When complex clinical expressions representing two or more concepts or a concept and modifiers occur commonly in clinical settings, it becomes more efficient to create one code that represents both concepts. The approach allows coding the complex multiaxial terms as 1 and the only explicit concept. Naturally not all the events that occurred in the real world may be reflected this way: the challenge of pre-coordination is a “terminology explosion” as additional codes are created from core concept and modifier codes to create long lists of concepts.

Post-coordination

Problem statement: A lot of source concepts are complex and are heavily pre-coordinated, often because they were not originally meant for describing a clinical fact but for billing purposes. Common examples are Codes from the ICD10 family of vocabularies or procedure codes. If that source concept combines its individual attributes with an AND combination, one solution is to split it up into multiple concepts and map the source concept to all of them as targets.

The approach allows coding the complex terms as a combination of several facts/concepts. The codes that were “post-coordinated” to create a single clinical expression demonstrate significantly greater value than when only the base concept is used.

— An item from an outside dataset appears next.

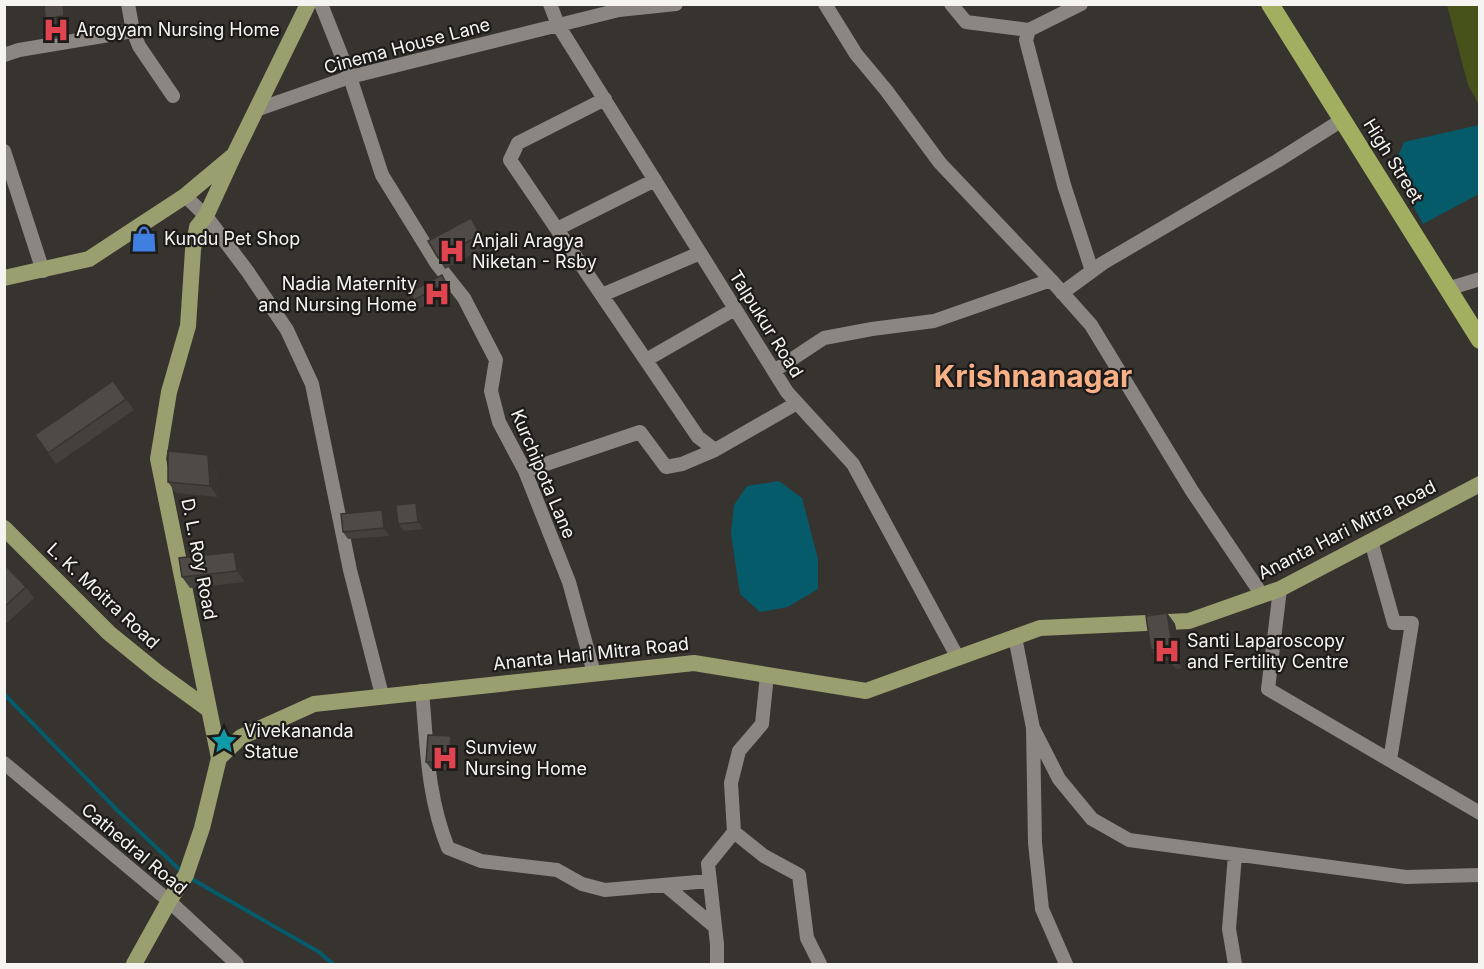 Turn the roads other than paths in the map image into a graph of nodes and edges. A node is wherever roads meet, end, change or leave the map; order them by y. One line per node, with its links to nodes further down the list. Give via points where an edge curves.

The approach may have several representations:

  • a) the creation of pairs of originally independent facts, which occur at the same timepoint
  • b) the creation of dependent pairs such as questions and answers (for laboratory test results, questionnaires).

However, this can also create problems for analysis as described here. If all targets are put in one concept set, one would not find only the actual source but all those which share one of the targets (because a concept set is by default treated as an OR combination). Finding them requires building a cohort with an AND combination and grouping them by timestamp.

Therefore knowing about these pitfalls is very important to achieve accurate results.

Source codes with attributes combined as OR statements almost always end up either as being mapped to less specific codes, becoming standard themselves (e.g. CPT) or being mapped to precoordinated concepts.

OMOP CDM Perspective

Both modeling methods are widely used in OMOP CDM and permit the end-user to define the phenotypes of interest in the most relevant ways. The pre-coordination is a prerogative of vocabularies enrichment, while the post-coordination is a modality available due to CDM Structure and ETL rules application. Classical CDM tables allowing the dependent facts to be stored in are Measurement and Observation. Tha systemic (CDM based) ways to post-coordinate are: FACT_RELATIONSHIP table population,modifier_of_event_id (measurement_event_id and observation_event_id) with mandatory population of modifier_of_field_concept_id ( meas_event_field_concept_id , obs_event_field_concept_id).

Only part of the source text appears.